One baleful consequence of the return to orthodoxy was that the statistical basis for policymaking was consistently slanted in the wrong direction. There was a systematic underestimate of spare capacity in the period 2010-11 and a systematic overoptimism about growth prospects.

Keynes said: “When statistics do not make sense, I find it generally wiser to prefer sense to statistics.” Common sense should have told policymakers that the financial system and economy had been deeply damaged by the crash of 2008 and needed a very strong stimulus from government to avoid years of waste and stagnation. Prudence should now tell policymakers that the promise to cut the welfare state to the bone will not only inflict further economic damage but cause social resentment on a scale not seen since the 1980s.

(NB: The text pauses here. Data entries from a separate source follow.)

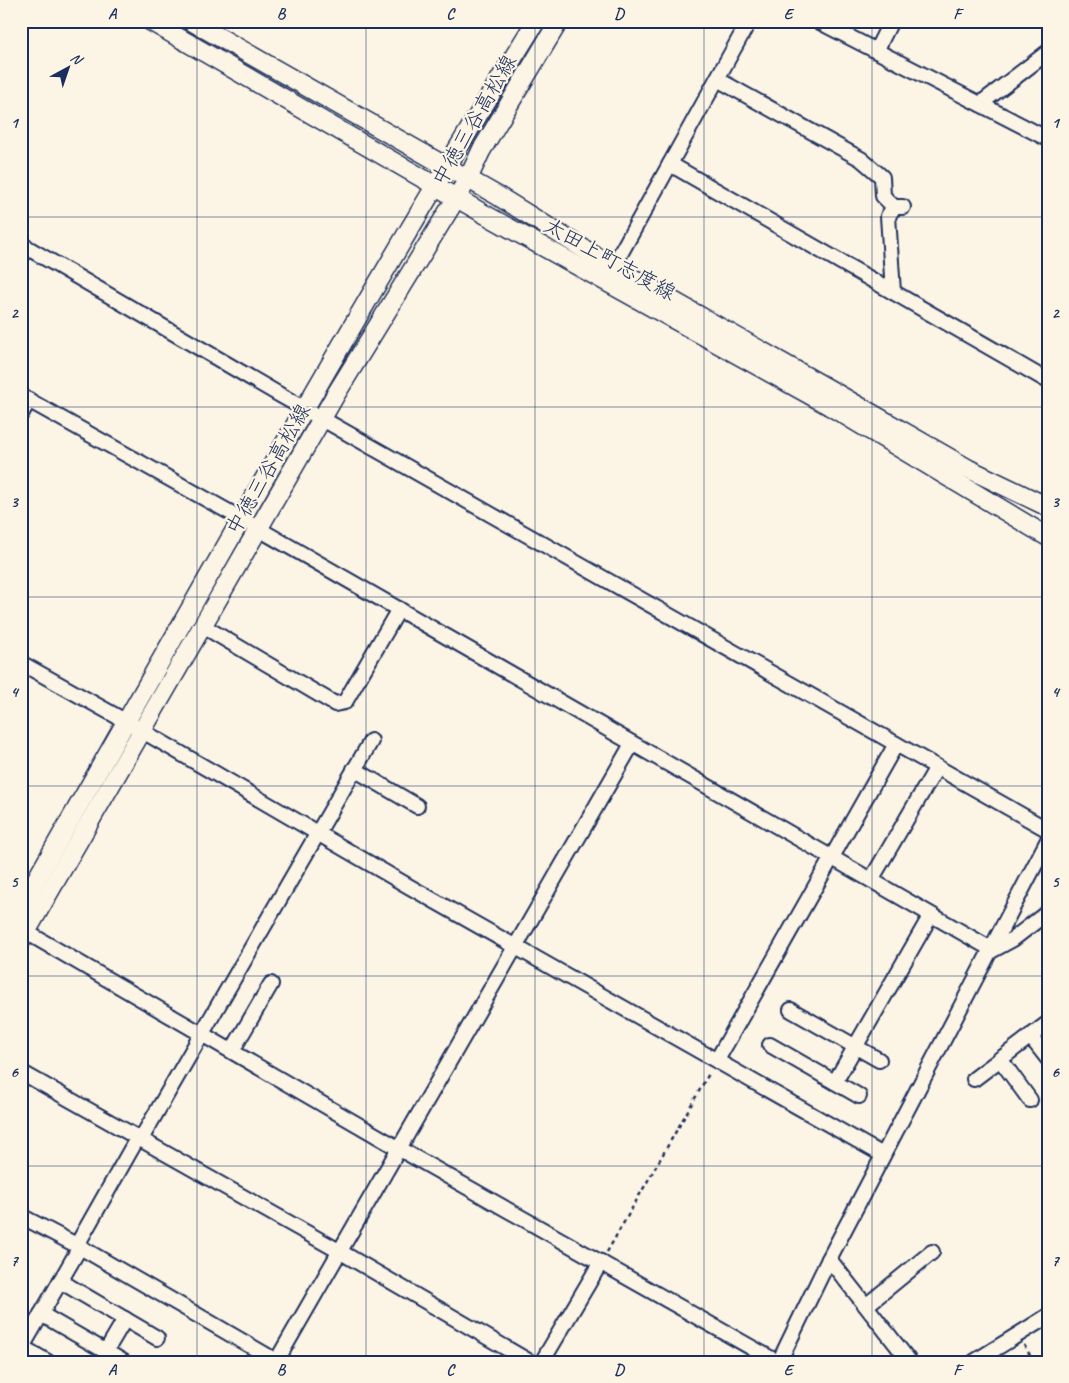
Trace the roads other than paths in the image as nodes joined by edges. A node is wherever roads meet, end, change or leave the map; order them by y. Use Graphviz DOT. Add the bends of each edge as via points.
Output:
graph roads {
  1 [pos="150,21"];
  2 [pos="191,21"];
  3 [pos="536,21"];
  4 [pos="558,21"];
  5 [pos="749,21"];
  6 [pos="818,21"];
  7 [pos="891,21"];
  8 [pos="876,51"];
  9 [pos="1048,52"];
  10 [pos="717,79"];
  11 [pos="980,104"];
  12 [pos="1048,139"];
  13 [pos="670,164"];
  14 [pos="447,167"];
  15 [pos="468,179"];
  16 [pos="435,186"];
  17 [pos="455,198"];
  18 [pos="21,244"];
  19 [pos="614,267"];
  20 [pos="893,292"];
  21 [pos="1048,380"];
  22 [pos="25,398"];
  23 [pos="304,409"];
  24 [pos="21,414"];
  25 [pos="322,419"];
  26 [pos="1048,506"];
  27 [pos="241,519"];
  28 [pos="260,530"];
  29 [pos="1048,537"];
  30 [pos="399,609"];
  31 [pos="203,626"];
  32 [pos="21,664"];
  33 [pos="127,722"];
  34 [pos="143,731"];
  35 [pos="371,741"];
  36 [pos="632,744"];
  37 [pos="896,744"];
  38 [pos="937,767"];
  39 [pos="354,769"];
  40 [pos="417,806"];
  41 [pos="1048,830"];
  42 [pos="316,833"];
  43 [pos="1048,840"];
  44 [pos="830,857"];
  45 [pos="871,880"];
  46 [pos="21,906"];
  47 [pos="1048,912"];
  48 [pos="931,915"];
  49 [pos="23,934"];
  50 [pos="515,945"];
  51 [pos="990,951"];
  52 [pos="271,984"];
  53 [pos="791,1010"];
  54 [pos="1048,1023"];
  55 [pos="202,1034"];
  56 [pos="1030,1036"];
  57 [pos="770,1045"];
  58 [pos="855,1047"];
  59 [pos="232,1051"];
  60 [pos="1000,1059"];
  61 [pos="1048,1059"];
  62 [pos="717,1060"];
  63 [pos="879,1060"];
  64 [pos="21,1072"];
  65 [pos="974,1079"];
  66 [pos="835,1082"];
  67 [pos="859,1096"];
  68 [pos="1030,1100"];
  69 [pos="139,1138"];
  70 [pos="398,1148"];
  71 [pos="884,1155"];
  72 [pos="21,1216"];
  73 [pos="78,1246"];
  74 [pos="339,1251"];
  75 [pos="932,1252"];
  76 [pos="829,1259"];
  77 [pos="601,1262"];
  78 [pos="60,1281"];
  79 [pos="867,1305"];
  80 [pos="41,1314"];
  81 [pos="1048,1316"];
  82 [pos="124,1319"];
  83 [pos="157,1338"];
  84 [pos="22,1348"];
  85 [pos="106,1351"];
  86 [pos="277,1361"];
  87 [pos="48,1362"];
  88 [pos="124,1362"];
  89 [pos="530,1362"];
  90 [pos="542,1362"];
  91 [pos="778,1362"];
  92 [pos="910,1362"];
  93 [pos="974,1362"];
  1 -- 16 [label="main road, 太田上町志度線"];
  2 -- 14 [label="main road, 太田上町志度線"];
  3 -- 14 [label="main road, 中徳三谷高松線"];
  4 -- 15 [label="main road, 中徳三谷高松線" via="481,151"];
  5 -- 10 [label="street"];
  6 -- 8 [label="street"];
  7 -- 8 [label="street"];
  8 -- 11 [label="street"];
  9 -- 11 [label="street"];
  10 -- 13 [label="street"];
  10 -- 20 [label="street" via="861,159 882,177 883,196 898,207 888,216"];
  11 -- 12 [label="street"];
  13 -- 19 [label="street"];
  13 -- 20 [label="street"];
  14 -- 15 [label="main road, 太田上町志度線"];
  14 -- 16 [label="main road, 中徳三谷高松線"];
  15 -- 17 [label="main road, 中徳三谷高松線"];
  15 -- 19 [label="main road, 太田上町志度線"];
  16 -- 17 [label="main road, 太田上町志度線"];
  16 -- 23 [label="main road, 中徳三谷高松線"];
  17 -- 25 [label="main road, 中徳三谷高松線"];
  17 -- 29 [label="main road, 太田上町志度線" via="828,405"];
  18 -- 23 [label="street"];
  19 -- 26 [label="main road, 太田上町志度線" via="969,469"];
  20 -- 21 [label="street"];
  22 -- 24 [label="street"];
  22 -- 27 [label="street"];
  23 -- 25 [label="street"];
  23 -- 27 [label="main road, 中徳三谷高松線"];
  25 -- 28 [label="main road, 中徳三谷高松線"];
  25 -- 37 [label="street"];
  27 -- 28 [label="street"];
  27 -- 33 [label="main road, 中徳三谷高松線"];
  28 -- 30 [label="street"];
  28 -- 31 [label="main road, 中徳三谷高松線"];
  30 -- 31 [label="street" via="345,702 335,704"];
  30 -- 36 [label="street"];
  31 -- 34 [label="main road, 中徳三谷高松線"];
  32 -- 33 [label="street"];
  33 -- 34 [label="street"];
  33 -- 46 [label="main road, 中徳三谷高松線"];
  34 -- 42 [label="street"];
  34 -- 49 [label="main road, 中徳三谷高松線"];
  35 -- 39 [label="street"];
  36 -- 44 [label="street"];
  36 -- 50 [label="street"];
  37 -- 38 [label="street"];
  37 -- 44 [label="street"];
  38 -- 41 [label="street"];
  38 -- 45 [label="street"];
  39 -- 40 [label="street"];
  39 -- 42 [label="street"];
  42 -- 50 [label="street"];
  42 -- 55 [label="street"];
  43 -- 51 [label="street"];
  44 -- 45 [label="street"];
  44 -- 62 [label="street"];
  45 -- 48 [label="street"];
  47 -- 51 [label="street" via="1013,939"];
  48 -- 51 [label="street"];
  48 -- 58 [label="street"];
  49 -- 55 [label="street"];
  50 -- 62 [label="street"];
  50 -- 70 [label="street"];
  51 -- 71 [label="street"];
  52 -- 59 [label="street"];
  53 -- 58 [label="street"];
  54 -- 56 [label="street"];
  55 -- 59 [label="street"];
  55 -- 69 [label="street"];
  56 -- 60 [label="street"];
  56 -- 61 [label="street"];
  57 -- 66 [label="street"];
  58 -- 63 [label="street"];
  58 -- 66 [label="street"];
  59 -- 70 [label="street"];
  60 -- 65 [label="street"];
  60 -- 68 [label="street"];
  62 -- 71 [label="street"];
  64 -- 69 [label="street"];
  66 -- 67 [label="street"];
  69 -- 73 [label="street"];
  69 -- 74 [label="street"];
  70 -- 74 [label="street"];
  70 -- 77 [label="street"];
  71 -- 76 [label="street"];
  72 -- 73 [label="street"];
  73 -- 78 [label="street"];
  73 -- 86 [label="street"];
  74 -- 86 [label="street"];
  74 -- 89 [label="street"];
  75 -- 79 [label="street"];
  76 -- 79 [label="street"];
  76 -- 91 [label="street"];
  77 -- 90 [label="street"];
  77 -- 91 [label="street"];
  78 -- 80 [label="street"];
  78 -- 82 [label="street"];
  79 -- 92 [label="street"];
  80 -- 84 [label="street"];
  80 -- 85 [label="street"];
  81 -- 93 [label="street"];
  82 -- 83 [label="street"];
  82 -- 85 [label="street"];
  84 -- 87 [label="street"];
  85 -- 88 [label="street"];
}
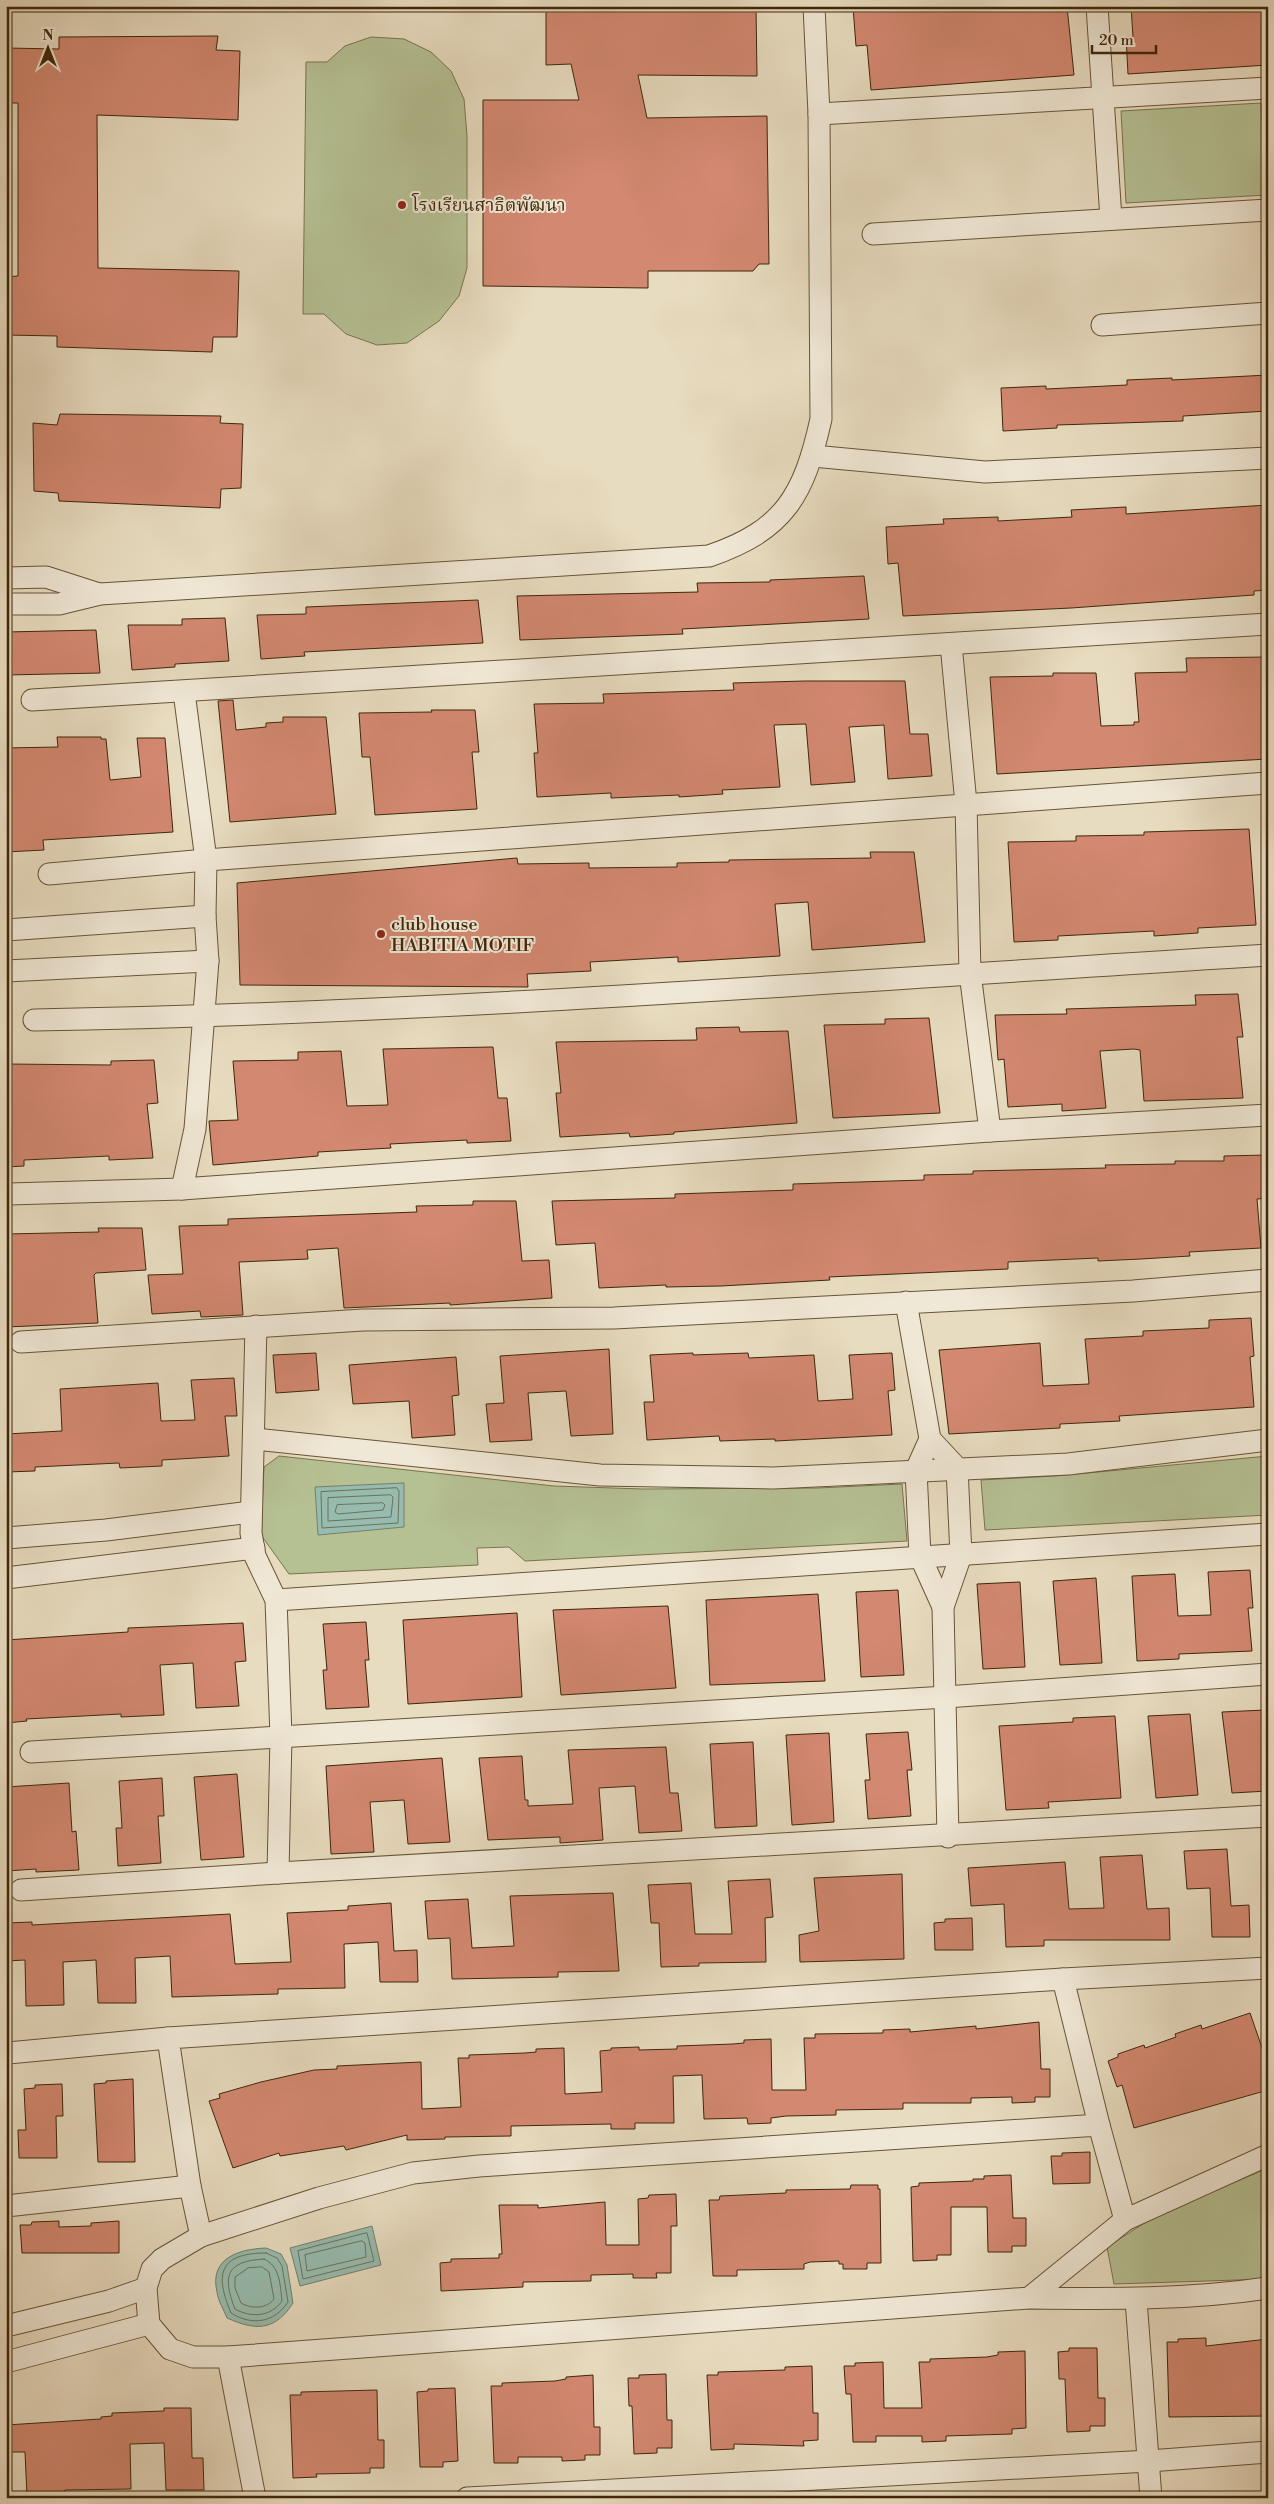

Little of this common sense of the matter has emerged so far in the general election. The Conservatives have spun their familiar yarn of rescuing Britain from “Labour’s Great Recession”, restoring “confidence” by borrowing less, pledging to start “paying down debt”. Labour has mostly tried to be plus royaliste que le roi: it will “cut the deficit” every year; it will impose a “Budget Responsibility Lock” to stop governments fiddling the accounts. More promisingly, it will set up a “British Investment Bank” but has said nothing about its funding or powers. Perhaps the voters will see through Labour’s disordered head to its humane heart. But with so little to choose between the big parties on the main issue of the day, it is not surprising that the election remains too close to call.

Robert Skidelsky is a cross-bench peer and a leading biographer of J M Keynes. His most recent book is “Britain Since 1900: a Success Story?” (Vintage)

This article first appeared in the 24 April 2015 issue of the New Statesman, What does England want?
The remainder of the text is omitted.